Most day-to-day users would be well advised to stay away from the Developer channel since it receives updates as they’re built and is quite likely to contain bugs. And, as for the Canary channel, if you’re not sure whether you ought to be using it, the answer is probably no.
Changing your Chrome OS channel
Once you’ve decided which channel you want to try, here’s how to make the switch:
Open your Chromebook’s settings.
Click About Chrome OS in the menu on the left, then click Additional details.
Look for the category Channel and click the Change channel button. That’ll cause a pop-up to appear that lets you select the Stable, Beta, or Developer channel. (Canary, remember, is available only if your device is in Developer mode — a level of access that opens the door to more advanced forms of OS modification but also disables some of the software’s standard layers of protection. It requires several extra steps to enable and, again, isn’t advisable for most Chromebook users.)
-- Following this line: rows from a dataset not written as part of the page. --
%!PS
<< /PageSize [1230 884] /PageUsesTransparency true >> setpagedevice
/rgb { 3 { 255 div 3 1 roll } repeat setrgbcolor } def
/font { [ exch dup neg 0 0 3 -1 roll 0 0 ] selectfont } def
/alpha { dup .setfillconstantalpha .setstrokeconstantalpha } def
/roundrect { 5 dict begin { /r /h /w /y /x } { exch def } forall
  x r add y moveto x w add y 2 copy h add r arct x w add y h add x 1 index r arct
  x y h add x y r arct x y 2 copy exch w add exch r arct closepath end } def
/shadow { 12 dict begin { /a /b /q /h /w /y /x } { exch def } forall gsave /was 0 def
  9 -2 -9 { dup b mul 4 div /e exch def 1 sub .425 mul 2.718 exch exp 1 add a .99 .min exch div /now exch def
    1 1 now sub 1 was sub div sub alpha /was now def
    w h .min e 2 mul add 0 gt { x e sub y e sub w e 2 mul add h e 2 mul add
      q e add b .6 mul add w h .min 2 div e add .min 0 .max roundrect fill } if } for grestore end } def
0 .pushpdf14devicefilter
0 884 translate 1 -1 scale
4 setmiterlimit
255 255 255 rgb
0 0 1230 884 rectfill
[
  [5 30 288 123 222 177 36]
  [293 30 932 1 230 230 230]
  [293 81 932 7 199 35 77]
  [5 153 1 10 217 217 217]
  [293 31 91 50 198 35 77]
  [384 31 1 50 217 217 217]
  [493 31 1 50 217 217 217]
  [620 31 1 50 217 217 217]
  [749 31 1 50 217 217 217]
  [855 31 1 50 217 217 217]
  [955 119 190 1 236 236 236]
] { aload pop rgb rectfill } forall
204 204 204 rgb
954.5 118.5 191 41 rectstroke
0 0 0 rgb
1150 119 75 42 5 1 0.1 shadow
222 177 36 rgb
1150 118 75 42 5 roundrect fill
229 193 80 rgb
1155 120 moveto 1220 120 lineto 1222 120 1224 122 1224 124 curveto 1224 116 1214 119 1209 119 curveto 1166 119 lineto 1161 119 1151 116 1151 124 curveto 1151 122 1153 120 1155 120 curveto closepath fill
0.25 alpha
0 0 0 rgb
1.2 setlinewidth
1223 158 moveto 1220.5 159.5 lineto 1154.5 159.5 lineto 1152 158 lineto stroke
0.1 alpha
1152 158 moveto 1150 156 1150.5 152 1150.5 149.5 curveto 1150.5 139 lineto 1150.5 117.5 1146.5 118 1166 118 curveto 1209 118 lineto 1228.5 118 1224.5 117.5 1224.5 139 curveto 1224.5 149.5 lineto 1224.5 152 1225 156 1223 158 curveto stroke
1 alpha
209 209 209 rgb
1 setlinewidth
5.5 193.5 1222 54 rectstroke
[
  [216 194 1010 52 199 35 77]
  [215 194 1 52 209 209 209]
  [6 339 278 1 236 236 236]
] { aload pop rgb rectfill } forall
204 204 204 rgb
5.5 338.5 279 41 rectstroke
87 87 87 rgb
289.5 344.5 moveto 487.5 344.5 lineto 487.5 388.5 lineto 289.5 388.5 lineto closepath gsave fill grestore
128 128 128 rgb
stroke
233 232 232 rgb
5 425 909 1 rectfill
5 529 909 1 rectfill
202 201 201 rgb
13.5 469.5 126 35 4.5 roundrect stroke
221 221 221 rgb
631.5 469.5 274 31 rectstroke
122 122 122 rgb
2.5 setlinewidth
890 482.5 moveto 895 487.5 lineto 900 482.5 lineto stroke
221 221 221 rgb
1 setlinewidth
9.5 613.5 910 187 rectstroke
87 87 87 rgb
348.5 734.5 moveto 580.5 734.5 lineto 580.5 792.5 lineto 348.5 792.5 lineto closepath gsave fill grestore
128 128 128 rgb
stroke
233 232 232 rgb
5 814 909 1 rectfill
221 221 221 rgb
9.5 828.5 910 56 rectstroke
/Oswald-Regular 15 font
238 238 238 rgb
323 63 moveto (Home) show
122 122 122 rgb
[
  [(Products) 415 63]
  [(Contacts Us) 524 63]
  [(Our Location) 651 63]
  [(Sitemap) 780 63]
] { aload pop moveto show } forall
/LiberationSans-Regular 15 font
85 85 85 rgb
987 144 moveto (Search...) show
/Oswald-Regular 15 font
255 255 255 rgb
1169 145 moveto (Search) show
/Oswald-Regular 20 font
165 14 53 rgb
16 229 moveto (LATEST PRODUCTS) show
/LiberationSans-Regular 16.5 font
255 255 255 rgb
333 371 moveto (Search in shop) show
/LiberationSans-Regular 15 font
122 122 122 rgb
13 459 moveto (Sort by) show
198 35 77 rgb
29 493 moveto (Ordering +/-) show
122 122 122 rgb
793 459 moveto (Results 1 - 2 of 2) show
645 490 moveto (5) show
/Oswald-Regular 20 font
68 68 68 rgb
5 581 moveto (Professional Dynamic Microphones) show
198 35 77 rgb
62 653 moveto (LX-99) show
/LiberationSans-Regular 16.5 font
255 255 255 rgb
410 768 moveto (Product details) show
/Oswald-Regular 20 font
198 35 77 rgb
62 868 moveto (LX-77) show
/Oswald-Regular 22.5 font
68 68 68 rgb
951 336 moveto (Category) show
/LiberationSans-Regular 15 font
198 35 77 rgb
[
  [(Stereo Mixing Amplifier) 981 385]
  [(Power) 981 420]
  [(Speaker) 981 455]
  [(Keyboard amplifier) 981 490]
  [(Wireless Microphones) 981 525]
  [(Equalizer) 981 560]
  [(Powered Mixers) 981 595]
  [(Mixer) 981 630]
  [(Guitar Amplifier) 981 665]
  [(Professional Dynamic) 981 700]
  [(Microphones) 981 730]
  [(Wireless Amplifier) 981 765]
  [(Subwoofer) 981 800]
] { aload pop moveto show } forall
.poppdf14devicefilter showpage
Click the channel you want, then click the blue Change channel confirmation button that appears.
Click the left-facing arrow at the top of the screen to get back to the About Chrome OS page. When you see the Restart button appear near the top of the page (it may take a minute or two), click it.
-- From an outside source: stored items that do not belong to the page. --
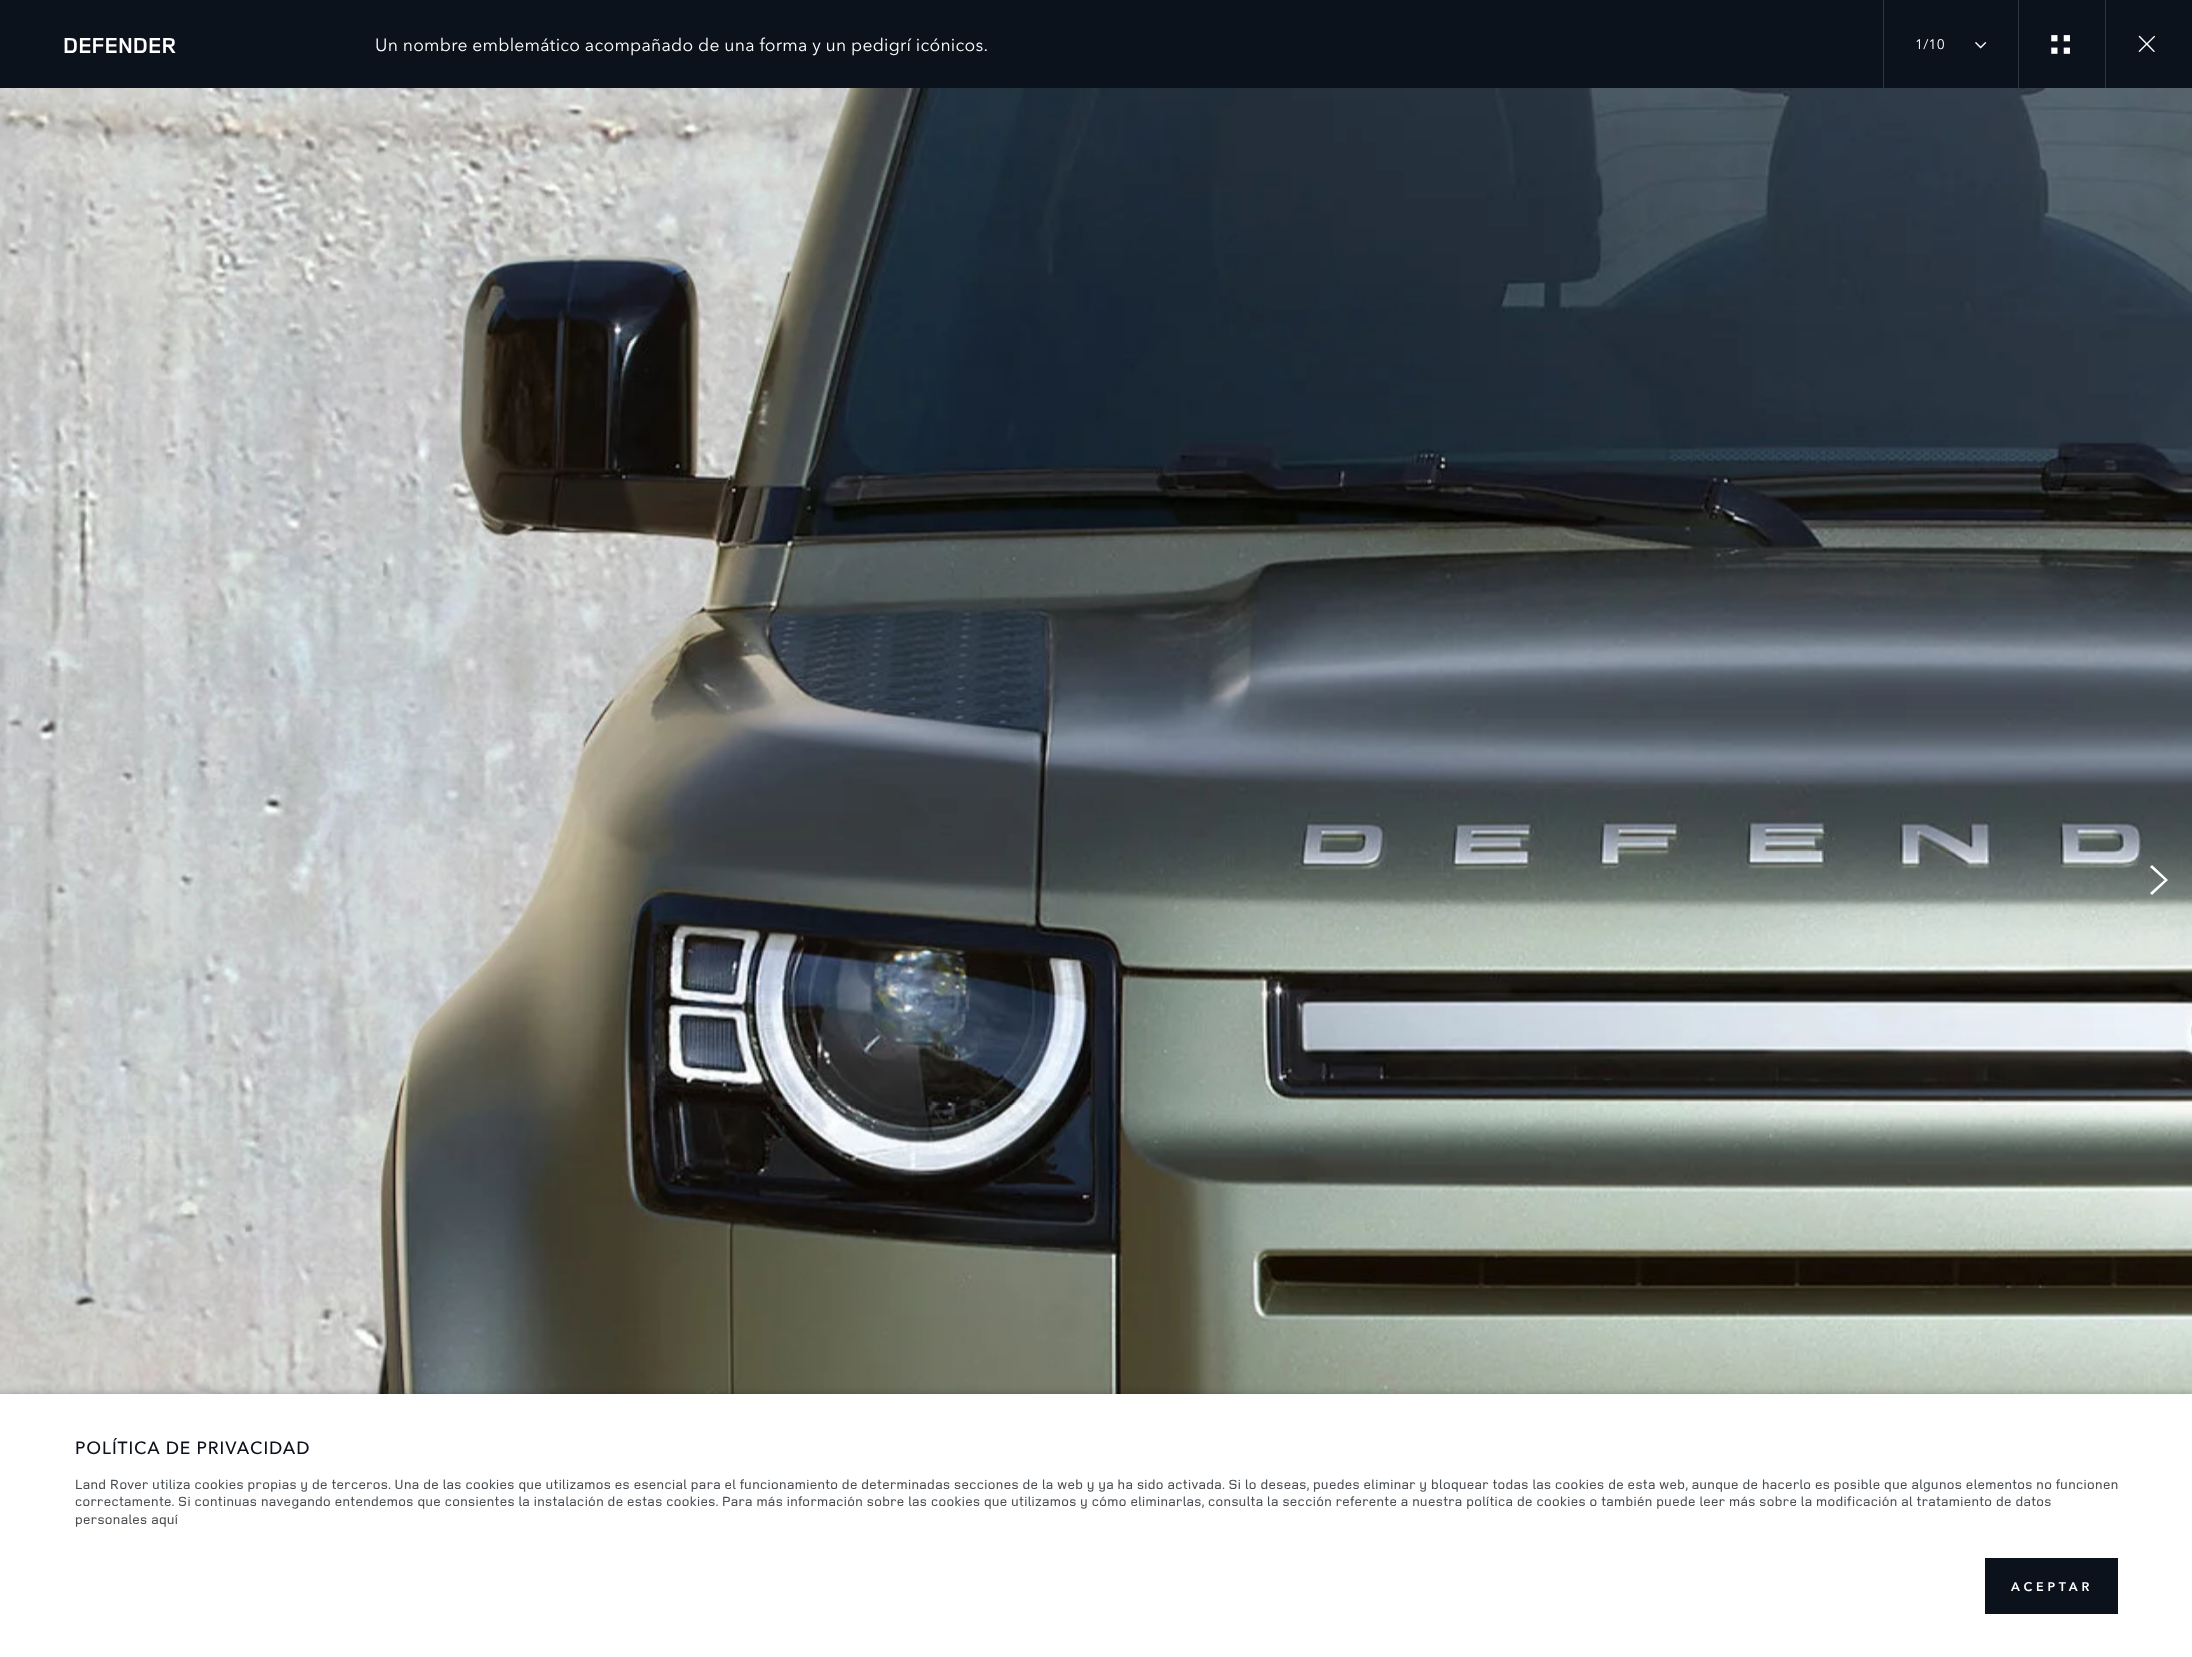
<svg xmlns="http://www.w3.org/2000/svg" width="2192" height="1657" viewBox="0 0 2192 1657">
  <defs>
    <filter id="blur1" x="-50%" y="-200%" width="200%" height="500%"><feGaussianBlur stdDeviation="4"/></filter>
  </defs>
  <rect width="100%" height="100%" fill="#ffffff"/>
  <rect x="0" y="0" width="2192" height="88" fill="#0c121c"/>
  <text x="63" y="53" font-family="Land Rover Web" font-size="22.5" font-weight="bold" fill="#ffffff">DEFENDER</text>
  <text x="375" y="51" font-family="Avenir Next" font-size="17.5" letter-spacing="0.25" fill="#ffffff">Un nombre emblemático acompañado de una forma y un pedigrí icónicos.</text>
  <rect x="1883" y="0" width="1" height="88" fill="#30363e"/>
  <text x="1915" y="49" font-family="Avenir Next" font-size="13.75" letter-spacing="0.25" fill="#ffffff">1/10</text>
  <image x="1975" y="42" width="12" height="7" href="img1.png"/>
  <rect x="2018" y="0" width="1" height="88" fill="#30363e"/>
  <image x="2051" y="35" width="19" height="19" href="img2.png"/>
  <rect x="2105" y="0" width="1" height="88" fill="#30363e"/>
  <image x="2138" y="35" width="17" height="17" href="img3.png"/>
  <image x="0" y="88" width="2192" height="1306" href="img4.png"/>
  <path d="M2152 895L2150 893L2164.5 880L2150 867L2152 865L2168 880Z" fill="#ffffff"/>
  <rect x="0" y="1394" width="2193" height="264" fill="#010101" fill-opacity="0.25" filter="url(#blur1)"/>
  <rect x="0" y="1394" width="2192" height="263" fill="#ffffff"/>
  <text x="75" y="1454" font-family="Avenir Next" font-size="17.5" font-weight="500" letter-spacing="0.9" fill="#0c121c">POLÍTICA DE PRIVACIDAD</text>
  <text x="75" y="1489" font-family="Land Rover Web" font-size="13.75" font-weight="500" letter-spacing="0.38" fill="#4a4f54">Land Rover utiliza cookies propias y de terceros. Una de las cookies que utilizamos es esencial para el funcionamiento de determinadas secciones de la web y ya ha sido activada. Si lo deseas, puedes eliminar y bloquear todas las cookies de esta web, aunque de hacerlo es posible que algunos elementos no funcionen</text>
  <text x="75" y="1506" font-family="Land Rover Web" font-size="13.75" font-weight="500" letter-spacing="0.38" fill="#4a4f54">correctamente. Si continuas navegando entendemos que consientes la instalación de estas cookies. Para más información sobre las cookies que utilizamos y cómo eliminarlas, consulta la sección referente a nuestra política de cookies o también puede leer más sobre la modificación al tratamiento de datos</text>
  <text x="75" y="1524" font-family="Land Rover Web" font-size="13.75" font-weight="500" letter-spacing="0.38" fill="#4a4f54">personales aquí</text>
  <rect x="1985" y="1558" width="133" height="56" fill="#0c121c"/>
  <text x="2011" y="1591" font-family="Avenir Next" font-size="12.5" font-weight="600" letter-spacing="3.75" fill="#ffffff">ACEPTAR</text>
</svg>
Hit the Restart button to complete the change.
And that’s it: as soon as your Chromebook finishes restarting, you’ll be on your new channel with all your accounts, files, and preferences in place just like you left them.
If you ever decide you want to move back to the Stable channel, repeat that same process and select Stable.
Just note that moving in that direction — from a higher channel to a less experimental one — generally requires you to Powerwash your Chromebook. Powerwash means all of your information and data will be erased, and you’ll have to sign in anew and start over.
The one exception: if your Chromebook is connected to a work- or school-based G Suite account, your data won’t be deleted and the change won’t take place immediately. Instead, you’ll have to wait until the lower channel catches up to the higher one in version number, which could take anywhere from a few weeks to a few months.